In the case of random forest, the first three significant values of the performance metric are used. This is done in order to avoid misinterpretation since several metric values close to 1.0 would be rounded to 1.0

The confusion matrices for ChaosFEX+SVM, standalone SVM (RBF kernel) and random forest are provided in Fig. 3a, b and c respectively. From these confusion matrices (Fig. 3a, c) and Table 7, the perfect classification obtained by both NL (ChaosFEX+SVM) and standalone SVM (RBF kernel) is evident. This shows the effectiveness of chaos-based nonlinear feature transformation in separating the data instances belonging to distinct classes.

Fig. 3.

Fig. 3

Binary classification — confusion matrix. a Confusion matrix corresponding LOOCV using ChaosFEX+SVM (linear kernel). b Confusion matrix corresponding LOOCV using standalone random forest classifier. c Confusion matrix corresponding LOOCV using standalone SVM (RBF kernel)

SARS-CoV-2 vs. SARS-CoV-1: low training sample regime

In the low training sample regime, we used 1,2,,20 samples per class and performed 1000 independent random trials of training in each case. The rest of the data was used for testing. We then computed the average macro F1-score of the test data.

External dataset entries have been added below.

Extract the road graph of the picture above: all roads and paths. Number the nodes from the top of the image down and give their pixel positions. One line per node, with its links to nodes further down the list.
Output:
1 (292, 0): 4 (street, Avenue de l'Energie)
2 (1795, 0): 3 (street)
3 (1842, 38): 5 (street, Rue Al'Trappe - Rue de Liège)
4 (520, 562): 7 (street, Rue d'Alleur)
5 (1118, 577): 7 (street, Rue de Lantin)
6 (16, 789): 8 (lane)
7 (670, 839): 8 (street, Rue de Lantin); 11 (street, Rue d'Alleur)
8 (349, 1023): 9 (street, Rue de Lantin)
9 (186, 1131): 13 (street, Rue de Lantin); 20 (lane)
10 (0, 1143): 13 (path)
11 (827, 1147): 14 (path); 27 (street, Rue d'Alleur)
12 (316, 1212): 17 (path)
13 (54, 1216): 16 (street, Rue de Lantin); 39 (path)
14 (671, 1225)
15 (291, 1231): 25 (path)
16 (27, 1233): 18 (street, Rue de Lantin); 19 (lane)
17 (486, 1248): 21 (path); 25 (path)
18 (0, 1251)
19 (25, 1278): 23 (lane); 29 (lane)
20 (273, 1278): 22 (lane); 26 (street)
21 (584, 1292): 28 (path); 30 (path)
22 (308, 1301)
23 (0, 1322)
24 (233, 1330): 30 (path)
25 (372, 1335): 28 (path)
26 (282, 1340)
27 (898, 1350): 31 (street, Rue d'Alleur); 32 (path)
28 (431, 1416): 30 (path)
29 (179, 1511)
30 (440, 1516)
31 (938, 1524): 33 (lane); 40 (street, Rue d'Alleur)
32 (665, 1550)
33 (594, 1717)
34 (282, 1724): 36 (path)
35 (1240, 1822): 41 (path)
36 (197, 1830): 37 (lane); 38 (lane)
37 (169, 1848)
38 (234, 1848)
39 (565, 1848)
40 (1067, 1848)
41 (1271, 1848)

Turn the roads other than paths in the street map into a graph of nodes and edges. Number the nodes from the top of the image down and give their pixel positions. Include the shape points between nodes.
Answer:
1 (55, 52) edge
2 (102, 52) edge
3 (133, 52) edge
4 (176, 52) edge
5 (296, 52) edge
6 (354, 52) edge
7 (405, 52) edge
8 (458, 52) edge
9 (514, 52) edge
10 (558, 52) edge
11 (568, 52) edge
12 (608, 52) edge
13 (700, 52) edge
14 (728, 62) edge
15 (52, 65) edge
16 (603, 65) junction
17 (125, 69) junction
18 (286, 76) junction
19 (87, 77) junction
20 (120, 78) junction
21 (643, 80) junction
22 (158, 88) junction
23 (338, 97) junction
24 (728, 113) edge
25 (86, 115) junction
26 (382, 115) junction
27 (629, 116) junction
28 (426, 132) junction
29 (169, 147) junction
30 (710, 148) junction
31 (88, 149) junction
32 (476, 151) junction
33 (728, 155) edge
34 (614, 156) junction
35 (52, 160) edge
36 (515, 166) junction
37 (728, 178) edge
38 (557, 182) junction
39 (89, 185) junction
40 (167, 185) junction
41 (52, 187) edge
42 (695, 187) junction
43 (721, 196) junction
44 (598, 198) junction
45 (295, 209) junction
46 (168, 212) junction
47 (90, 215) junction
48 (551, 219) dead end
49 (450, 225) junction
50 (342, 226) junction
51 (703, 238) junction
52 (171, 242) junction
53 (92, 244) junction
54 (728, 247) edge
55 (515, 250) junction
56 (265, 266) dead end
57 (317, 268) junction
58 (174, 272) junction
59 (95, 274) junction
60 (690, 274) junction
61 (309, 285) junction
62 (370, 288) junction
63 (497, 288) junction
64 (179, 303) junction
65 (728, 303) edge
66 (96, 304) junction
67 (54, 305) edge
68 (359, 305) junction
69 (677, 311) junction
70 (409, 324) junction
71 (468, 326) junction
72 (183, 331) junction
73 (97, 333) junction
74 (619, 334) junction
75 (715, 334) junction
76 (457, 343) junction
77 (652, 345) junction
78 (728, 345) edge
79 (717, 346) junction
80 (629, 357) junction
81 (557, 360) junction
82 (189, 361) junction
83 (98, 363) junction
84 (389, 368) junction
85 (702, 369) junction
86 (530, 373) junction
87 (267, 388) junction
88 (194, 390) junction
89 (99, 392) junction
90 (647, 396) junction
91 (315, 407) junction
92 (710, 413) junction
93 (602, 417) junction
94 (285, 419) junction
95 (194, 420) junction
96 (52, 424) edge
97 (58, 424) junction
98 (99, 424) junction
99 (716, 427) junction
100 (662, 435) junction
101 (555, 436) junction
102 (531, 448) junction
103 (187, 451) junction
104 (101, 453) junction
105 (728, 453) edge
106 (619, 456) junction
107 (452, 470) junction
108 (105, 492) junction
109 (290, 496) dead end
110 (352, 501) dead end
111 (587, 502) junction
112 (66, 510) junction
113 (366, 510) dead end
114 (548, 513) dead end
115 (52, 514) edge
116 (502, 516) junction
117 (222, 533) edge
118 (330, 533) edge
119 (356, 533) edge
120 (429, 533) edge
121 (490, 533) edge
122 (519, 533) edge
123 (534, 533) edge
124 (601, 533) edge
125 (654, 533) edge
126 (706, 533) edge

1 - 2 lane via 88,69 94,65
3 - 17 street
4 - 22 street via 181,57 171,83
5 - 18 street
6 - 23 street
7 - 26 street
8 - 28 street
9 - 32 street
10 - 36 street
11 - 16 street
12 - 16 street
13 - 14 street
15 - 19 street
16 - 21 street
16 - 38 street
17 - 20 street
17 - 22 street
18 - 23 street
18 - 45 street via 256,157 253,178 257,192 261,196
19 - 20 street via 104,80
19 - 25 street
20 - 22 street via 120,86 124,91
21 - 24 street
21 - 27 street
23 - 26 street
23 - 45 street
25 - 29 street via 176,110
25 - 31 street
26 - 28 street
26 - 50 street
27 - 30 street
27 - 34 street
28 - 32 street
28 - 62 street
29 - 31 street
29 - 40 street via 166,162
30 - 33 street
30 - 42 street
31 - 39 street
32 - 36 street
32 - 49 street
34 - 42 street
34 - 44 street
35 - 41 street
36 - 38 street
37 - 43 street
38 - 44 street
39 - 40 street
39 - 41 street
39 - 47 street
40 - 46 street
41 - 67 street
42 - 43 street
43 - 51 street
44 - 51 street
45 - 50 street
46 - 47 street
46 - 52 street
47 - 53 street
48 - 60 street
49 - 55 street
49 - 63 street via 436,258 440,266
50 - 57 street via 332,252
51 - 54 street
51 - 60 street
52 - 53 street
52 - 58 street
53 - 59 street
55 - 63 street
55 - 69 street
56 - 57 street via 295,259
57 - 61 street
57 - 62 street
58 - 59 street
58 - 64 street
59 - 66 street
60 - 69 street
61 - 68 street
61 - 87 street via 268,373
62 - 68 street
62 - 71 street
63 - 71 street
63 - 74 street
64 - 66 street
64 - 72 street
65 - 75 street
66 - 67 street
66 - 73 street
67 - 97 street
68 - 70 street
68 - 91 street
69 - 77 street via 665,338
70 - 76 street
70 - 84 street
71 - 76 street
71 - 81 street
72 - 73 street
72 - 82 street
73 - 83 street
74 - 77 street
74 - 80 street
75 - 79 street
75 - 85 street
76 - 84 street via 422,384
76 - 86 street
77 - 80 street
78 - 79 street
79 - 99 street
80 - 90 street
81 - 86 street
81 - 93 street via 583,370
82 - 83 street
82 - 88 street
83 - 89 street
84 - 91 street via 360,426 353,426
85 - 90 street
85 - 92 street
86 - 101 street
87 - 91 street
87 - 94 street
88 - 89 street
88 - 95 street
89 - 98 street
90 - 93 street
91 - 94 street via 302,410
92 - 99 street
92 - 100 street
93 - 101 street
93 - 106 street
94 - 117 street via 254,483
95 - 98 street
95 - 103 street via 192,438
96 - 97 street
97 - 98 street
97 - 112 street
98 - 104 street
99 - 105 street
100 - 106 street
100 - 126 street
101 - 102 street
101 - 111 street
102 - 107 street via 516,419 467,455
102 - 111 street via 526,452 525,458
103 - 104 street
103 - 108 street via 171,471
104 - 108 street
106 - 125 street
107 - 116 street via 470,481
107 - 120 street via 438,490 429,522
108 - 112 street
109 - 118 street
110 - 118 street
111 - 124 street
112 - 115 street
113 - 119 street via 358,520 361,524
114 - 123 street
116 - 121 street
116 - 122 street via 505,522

Figure 4a and b represents the average macro F1-score and the standard deviation of macro F1-scores of test data respectively.

Fig. 4.

Fig. 4

SARS-CoV-2 vs. SARS-CoV-1 classification — low training sample regime (1,2,,20 samples per class). a Average macro F1-score of test data for 1000 random trials of training. b Standard deviation of macro F1-scores for 1000 random trials of training

In the case of low training sample regime for SARS-CoV-2 vs. SARS-CoV-1, NL yields a maximum average macro F1-score >0.99 for training with one sample per class. As the number of training samples increases, the average F1-score shows a decreasingly increasing trend. The standard deviation of F1-scores as number of training samples increases shows an increasingly decreasing trend. NL slightly outperforms SVM with linear kernel and logistic regression in the low training sample regime except for training with 2, 3, 4 and 5 samples per class for SVM and 3, 4, 5 samples per class for logistic regression.

The low training sample regime highlights the requirement of only a single sample of SARS-CoV-2 and SARS-CoV-1 for classification using NL. From [36], SARS-CoV-2 and SARS-CoV-1 are genetically close to each other even though the SARS-CoV-2 is not a genetic descendent of SARS-CoV-1. However, our experiments seem to indicate that the difference between the ChaosFEX features of the genomic sequences of the 2 viruses is significant enough that from very few observed sequences (few shot learning) ChaosFEX is able to generalize for efficient classification of larger sets of sequences from the 2 viruses. Please note that hyperparameter tuning has not been performed for this dataset.

Limitations of NL

NL architecture works with the assumption of separability of data after a nonlinear chaotic feature transformation. In fact, it performs a nonlinear embedding in higher dimensions. However, this assumption may not be true in all scenarios. The present architecture of NL treats the input attributes as independent. But in real-world scenarios, this assumption may not be valid (especially in case of binary images). This limitation can be addressed by introducing coupled chaotic maps in the input layer of NL. Yet another limitation of NL is the absence of a principled way of hyperparameter tuning. The current implementation uses crossvalidation experiments to find the best q, b and ϵ.

Conclusions

Machine learning finds immense application in the classification of genome sequence. However, this problem becomes challenging when the number of training data instances are very less. Learning from very few training samples is a practical problem faced especially during the beginning of a disease outbreak. COVID-19 is the best example for this. A timely detection and isolation of patients in the early stage could have curbed the wide spread of the SARS-CoV-2 virus.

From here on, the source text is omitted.